Indian Orchard couple praises GSHFH for helping the “little guy”

When Tom and Dolores reached out to Greater Springfield Habitat for Humanity (GSHFH), little did they know it would be a full circle moment for both them and the organization. Tom, an Army veteran who served in the 1960s, and his wife live in a two-family Indian Orchard home built in 1927 by Dolores’s grandfather and cousins. The home needed repairs and they required a contractor who understood their financial limitations. The couple contacted Greater Springfield Habitat after seeing a news segment about a Chicopee veteran whose roof was replaced through a partnership with the organization and a local home improvement company.

Tom (left) and Dolores pose in the living room of their Indian Orchard home. They are the latest family to benefit from Greater Springfield Habitat for Humanity’s Home Preservation program.

The Chicopee veteran, and Tom and Dolores benefitted from Greater Springfield Habitat’s Home Preservation Veterans Build program. Home preservation provides affordable repair assistance to qualifying homeowners who need help with accessibility modifications, home weatherization, general critical home repairs, yard cleanup, and landscaping. GSHFH works alongside volunteers and homeowners to make repairs. The program focuses on serving the veteran community, seniors, and homeowners with disabilities.

Veterans Build is a Habitat for Humanity national initiative that provides housing solutions, volunteer and employment opportunities for US veterans, military service members, and their families. The program serves limited-income homeowners who are affected by age, disability, or family circumstances and struggle to maintain the condition and utility of their homes.

“If I hadn’t seen the news segment, I would have had no idea about Habitat and its programs,” said Dolores. “Knowing that there are people out there to help us is a blessing. It’s remarkable; it’s like winning the lottery, but in a different way.”

Tom agreed.

“Greater Springfield Habitat is an absolutely phenomenal agency that helps the little guy, with low income,” said Tom, a former sergeant who served on active duty and the national guard.

Tom and Dolores purchased the 5,709 square-foot two family home in 1993, but Dolores had already spent much of her childhood in the house. In fact, when Tom picked her up for their first date, a blind date in 1967, he went to that home.

These days, the couple resides in the downstairs apartment while their adult son lives upstairs. Through time, wear and tear, the house needed repairs. Among them was replacing the downstairs bathtub with a walk-in tub with grab bars as Tom’s balance issues made accessing the bathtub troublesome. Plus, the ceramic tiles in the kitchen and hallway had cracks.

“It sounded like the dog was walking on potato chips when his nails hit the ceramic,” Tom said.

But, Tom, who suffers from several heart-related conditions, can’t do the work he once could.

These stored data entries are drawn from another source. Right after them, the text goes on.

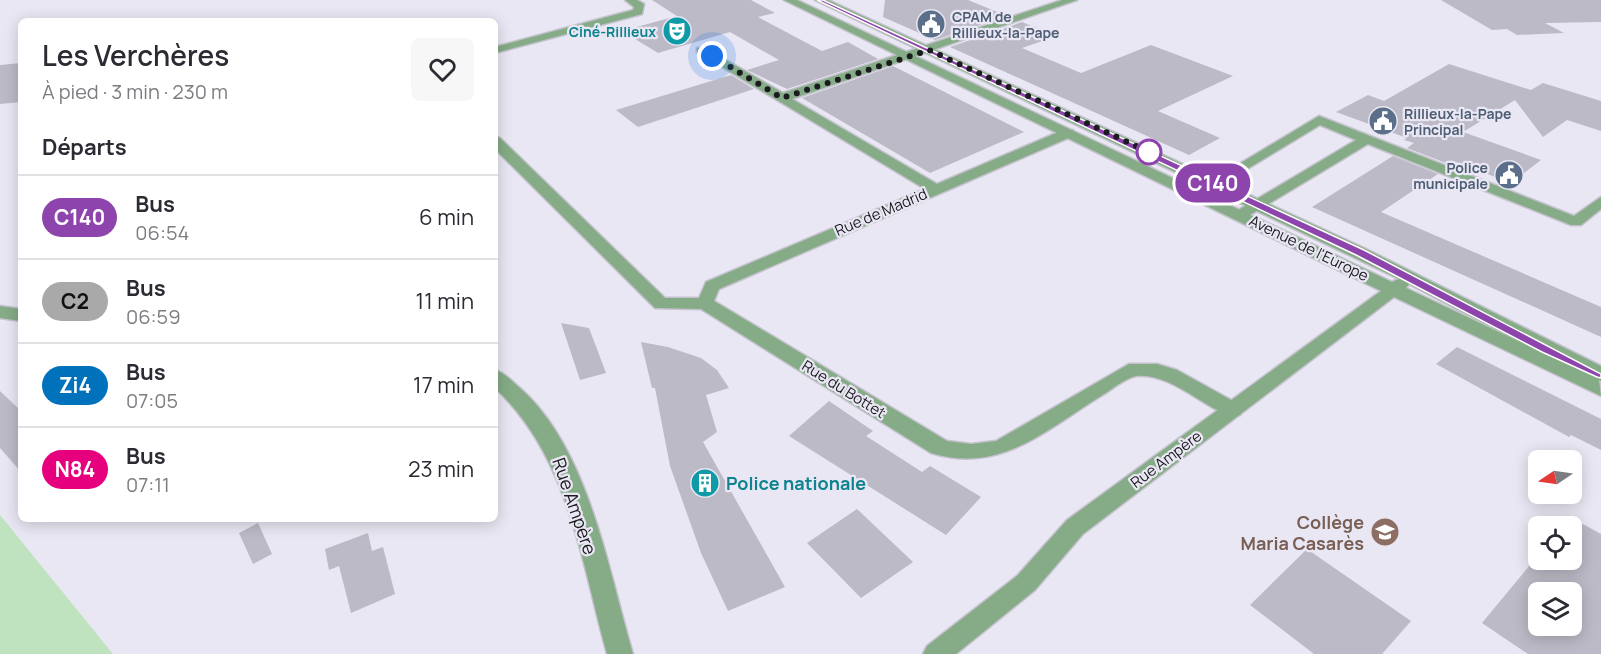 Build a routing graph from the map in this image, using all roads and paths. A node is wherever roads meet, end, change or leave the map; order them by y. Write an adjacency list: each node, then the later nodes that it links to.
1 (630, 0): 5 (street)
2 (789, 0): 8 (street, Avenue de l'Europe)
3 (820, 0): 7 (street, Avenue de l'Europe)
4 (1071, 0): 7 (street)
5 (498, 49)
6 (701, 50): 9 (street)
7 (929, 50): 8 (street); 13 (street, Avenue de l'Europe)
8 (907, 56): 9 (street); 10 (street, Avenue de l'Europe)
9 (782, 98): 14 (street)
10 (1068, 133): 14 (street, Rue de Madrid); 15 (street, Avenue de l'Europe)
11 (1367, 139): 13 (street); 16 (street); 17 (street)
12 (498, 144): 20 (street)
13 (1214, 183): 15 (street); 17 (street, Avenue de l'Europe)
14 (935, 189): 20 (street, Rue de Madrid)
15 (1196, 194): 18 (street, Avenue de l'Europe)
16 (1601, 202)
17 (1257, 204): 18 (street); 19 (street, Avenue de l'Europe)
18 (1240, 215): 19 (street, Avenue de l'Europe)
19 (1401, 284): 23 (street, Avenue de l'Europe); 25 (street, Avenue de l'Europe); 26 (street, Rue Ampère)
20 (705, 303): 26 (street, Rue du Bottet)
21 (0, 312): 22 (street)
22 (18, 315)
23 (1601, 374)
24 (498, 378): 27 (street, Rue Ampère)
25 (1601, 389)
26 (1233, 410): 28 (street, Rue Ampère)
27 (620, 654)
28 (936, 654)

“Dolores does 100% of everything,” he said. “I used to rebuild car motors. I enjoyed working on cars. It was my stress relief. I can’t crawl under cars anymore. I can’t cook and I can’t cut the grass.”

Greater Springfield Habitat contracted Home and Hearth Remodeling and Restoration in West Springfield to work on the bathroom, while the GSHFH construction crew replaced the tiles with laminate flooring and extended the parquet to the front entryway.

“It was pretty cool,” said Violeta Melendez of GSHFH Construction crew. “Normally we don’t do demolition, but it was cool to learn what people did when installing the original floor. And, the couple was nice, too.”

Next, Greater Springfield Habitat will replace the exterior entryway and fix the stairs. In addition to the Veterans Build Home Preservation program, Tom also qualifies for grants from the Home Depot Foundation and the US Department of Housing and Urban Development (HUD) Veterans Housing Rehabilitation and Modification Pilot Program (VHRMP). The pilot project gives competitive grants to nonprofits that serve veterans or low-income individuals and can be used to rehabilitate eligible veterans’ primary residences.

“We are grateful once again to receive funding from the Home Depot Foundation and HUD VHRMP program so that we can continue to provide repair services to veterans in our community,” said Aimee Giroux, GSHFH executive director.